What to do: Reproduce each entry exactly.
*** Material provided
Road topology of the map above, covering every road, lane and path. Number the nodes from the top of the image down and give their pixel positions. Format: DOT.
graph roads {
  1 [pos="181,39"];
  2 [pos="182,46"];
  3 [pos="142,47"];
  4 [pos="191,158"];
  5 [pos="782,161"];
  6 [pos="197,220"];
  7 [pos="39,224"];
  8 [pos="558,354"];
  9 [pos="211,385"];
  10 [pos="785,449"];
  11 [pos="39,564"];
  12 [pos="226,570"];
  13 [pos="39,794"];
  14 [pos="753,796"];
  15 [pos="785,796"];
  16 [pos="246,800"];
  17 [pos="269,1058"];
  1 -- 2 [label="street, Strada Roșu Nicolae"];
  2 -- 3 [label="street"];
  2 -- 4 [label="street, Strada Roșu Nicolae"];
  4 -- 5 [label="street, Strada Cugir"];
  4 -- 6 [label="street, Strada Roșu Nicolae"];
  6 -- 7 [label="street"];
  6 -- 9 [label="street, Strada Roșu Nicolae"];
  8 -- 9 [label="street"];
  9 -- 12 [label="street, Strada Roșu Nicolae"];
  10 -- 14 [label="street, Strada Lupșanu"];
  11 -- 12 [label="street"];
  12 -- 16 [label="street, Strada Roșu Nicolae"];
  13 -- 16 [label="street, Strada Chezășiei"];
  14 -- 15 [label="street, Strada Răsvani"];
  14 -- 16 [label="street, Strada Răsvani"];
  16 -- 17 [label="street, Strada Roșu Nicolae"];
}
******
Response to this task:
Road topology of the map above, covering every road, lane and path. Number the nodes from the top of the image down and give their pixel positions. Format: DOT.
graph roads {
  1 [pos="181,39"];
  2 [pos="182,46"];
  3 [pos="142,47"];
  4 [pos="191,158"];
  5 [pos="782,161"];
  6 [pos="197,220"];
  7 [pos="39,224"];
  8 [pos="558,354"];
  9 [pos="211,385"];
  10 [pos="785,449"];
  11 [pos="39,564"];
  12 [pos="226,570"];
  13 [pos="39,794"];
  14 [pos="753,796"];
  15 [pos="785,796"];
  16 [pos="246,800"];
  17 [pos="269,1058"];
  1 -- 2 [label="street, Strada Roșu Nicolae"];
  2 -- 3 [label="street"];
  2 -- 4 [label="street, Strada Roșu Nicolae"];
  4 -- 5 [label="street, Strada Cugir"];
  4 -- 6 [label="street, Strada Roșu Nicolae"];
  6 -- 7 [label="street"];
  6 -- 9 [label="street, Strada Roșu Nicolae"];
  8 -- 9 [label="street"];
  9 -- 12 [label="street, Strada Roșu Nicolae"];
  10 -- 14 [label="street, Strada Lupșanu"];
  11 -- 12 [label="street"];
  12 -- 16 [label="street, Strada Roșu Nicolae"];
  13 -- 16 [label="street, Strada Chezășiei"];
  14 -- 15 [label="street, Strada Răsvani"];
  14 -- 16 [label="street, Strada Răsvani"];
  16 -- 17 [label="street, Strada Roșu Nicolae"];
}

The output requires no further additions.